Déjà, les cordes sont en boyaux au lieu d’être en métal, ce qui donne un son très différent ; et il y a six ou sept cordes au lieu de quatre, ce qui donne un mélange entre guitare et violoncelle, puisqu’on peut fréquemment jouer deux cordes en même temps, comme une sorte d’accord, ce qui permet de jouer l’accompagnement et la mélodie en même temps. La technique d’archet est différente aussi, puisqu’on tient l’archet par en dessous plutôt que par-dessus. Enfin, la taille et la forme des violes ne sont pas standardisées. Moi j’ai une viole assez large, avec beaucoup de rondeur et d’harmoniques. En tout cas, ça fait un son beaucoup plus organique : autrefois, on disait que les violes avaient le son de voix humaines, je trouve ça très juste. C’est moins romantique que le violoncelle, beaucoup plus versatile.

On a l’impression que chacun de tes disques est volontairement différent du précédent et correspond à l’exploration d’un instrument, ou d’un territoire musical…

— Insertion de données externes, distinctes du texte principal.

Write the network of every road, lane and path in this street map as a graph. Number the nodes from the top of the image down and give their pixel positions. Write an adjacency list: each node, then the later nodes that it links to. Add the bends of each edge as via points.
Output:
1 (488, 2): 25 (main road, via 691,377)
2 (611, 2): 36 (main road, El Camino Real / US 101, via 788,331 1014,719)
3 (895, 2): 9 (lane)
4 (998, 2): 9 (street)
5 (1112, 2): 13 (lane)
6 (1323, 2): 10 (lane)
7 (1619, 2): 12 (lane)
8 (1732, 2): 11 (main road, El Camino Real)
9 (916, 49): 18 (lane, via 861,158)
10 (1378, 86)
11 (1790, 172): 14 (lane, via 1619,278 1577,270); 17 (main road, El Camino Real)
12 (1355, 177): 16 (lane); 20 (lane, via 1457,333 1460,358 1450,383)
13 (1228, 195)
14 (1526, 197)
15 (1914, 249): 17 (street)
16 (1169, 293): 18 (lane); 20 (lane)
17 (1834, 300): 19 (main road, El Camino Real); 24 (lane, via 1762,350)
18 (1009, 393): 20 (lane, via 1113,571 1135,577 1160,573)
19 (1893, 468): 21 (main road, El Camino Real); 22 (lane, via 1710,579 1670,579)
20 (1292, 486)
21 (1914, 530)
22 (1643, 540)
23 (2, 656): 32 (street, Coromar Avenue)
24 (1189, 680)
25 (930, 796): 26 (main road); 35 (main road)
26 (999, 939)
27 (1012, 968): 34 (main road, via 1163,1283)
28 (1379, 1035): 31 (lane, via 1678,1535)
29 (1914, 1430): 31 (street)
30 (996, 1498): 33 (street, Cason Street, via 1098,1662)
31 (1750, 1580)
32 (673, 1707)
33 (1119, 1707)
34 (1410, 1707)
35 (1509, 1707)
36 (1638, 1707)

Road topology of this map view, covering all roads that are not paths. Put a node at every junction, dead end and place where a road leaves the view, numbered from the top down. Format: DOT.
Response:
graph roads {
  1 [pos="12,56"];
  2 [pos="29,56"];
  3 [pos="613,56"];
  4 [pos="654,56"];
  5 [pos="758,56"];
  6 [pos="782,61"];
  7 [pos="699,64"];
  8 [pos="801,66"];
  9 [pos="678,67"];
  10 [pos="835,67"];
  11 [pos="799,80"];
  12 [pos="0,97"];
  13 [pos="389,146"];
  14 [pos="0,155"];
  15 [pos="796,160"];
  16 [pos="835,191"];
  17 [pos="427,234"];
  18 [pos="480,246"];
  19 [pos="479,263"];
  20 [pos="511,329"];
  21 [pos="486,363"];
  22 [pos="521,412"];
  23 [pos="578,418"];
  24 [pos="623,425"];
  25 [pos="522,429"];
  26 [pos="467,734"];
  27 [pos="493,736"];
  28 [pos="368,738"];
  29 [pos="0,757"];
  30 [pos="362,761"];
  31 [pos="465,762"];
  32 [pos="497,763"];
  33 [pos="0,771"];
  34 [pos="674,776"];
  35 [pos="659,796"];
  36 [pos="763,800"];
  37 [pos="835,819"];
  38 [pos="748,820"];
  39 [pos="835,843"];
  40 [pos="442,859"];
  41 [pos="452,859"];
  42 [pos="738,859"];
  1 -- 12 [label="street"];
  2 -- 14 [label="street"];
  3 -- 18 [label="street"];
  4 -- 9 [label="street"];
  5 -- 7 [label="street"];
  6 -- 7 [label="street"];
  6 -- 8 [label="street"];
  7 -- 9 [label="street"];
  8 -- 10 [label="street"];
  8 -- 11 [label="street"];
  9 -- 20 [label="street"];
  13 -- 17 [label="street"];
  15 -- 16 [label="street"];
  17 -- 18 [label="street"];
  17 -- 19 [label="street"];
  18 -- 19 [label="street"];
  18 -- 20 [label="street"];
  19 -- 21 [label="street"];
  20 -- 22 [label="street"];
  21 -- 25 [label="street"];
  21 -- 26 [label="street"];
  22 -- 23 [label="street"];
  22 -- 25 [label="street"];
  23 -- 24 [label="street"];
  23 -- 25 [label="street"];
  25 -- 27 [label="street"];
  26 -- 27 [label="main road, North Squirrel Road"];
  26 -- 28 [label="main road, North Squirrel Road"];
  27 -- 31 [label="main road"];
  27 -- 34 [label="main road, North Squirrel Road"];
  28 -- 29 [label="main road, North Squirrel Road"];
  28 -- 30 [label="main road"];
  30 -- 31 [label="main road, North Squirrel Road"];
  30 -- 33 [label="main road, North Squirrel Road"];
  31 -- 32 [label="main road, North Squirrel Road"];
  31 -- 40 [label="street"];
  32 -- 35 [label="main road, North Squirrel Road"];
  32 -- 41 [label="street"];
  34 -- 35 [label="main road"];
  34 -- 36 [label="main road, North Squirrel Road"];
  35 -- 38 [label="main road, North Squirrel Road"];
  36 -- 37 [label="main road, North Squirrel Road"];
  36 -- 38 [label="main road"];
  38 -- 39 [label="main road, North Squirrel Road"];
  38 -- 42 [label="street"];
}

Ce n’était pas vraiment planifié au départ, mais je pense qu’on doit toujours essayer de ne pas se répéter. Entre le premier et le deuxième album, j’ai voulu passer des samples aux instruments enregistrés. Et avec le troisième, j’ai accompli mon rêve d’utiliser des instruments d’une autre époque. Je ne voulais pas juste faire un hommage : si on une bonne discothèque, on se dit que tout a déjà été fait avec la viole de Gambe, que l’édifice est déjà énorme. Je voulais jouer pour les amateurs de musique baroque, mais aussi pour ceux qui ne connaissait pas cet instrument. J’ai ajouté un clavecin et de la clarinette, dont je trouve le son très intéressant, joué autant dans la musique classique que le jazz. Tout est parti de ces instruments qui me faisaient rêver, je voulais faire un disque à partir des instruments, avec une identité sonore propre à chaque disque.
Est-ce que tu as l’impression d’avoir ajouté quelque chose au répertoire de cette musique, de ces instruments, avec ce disque ?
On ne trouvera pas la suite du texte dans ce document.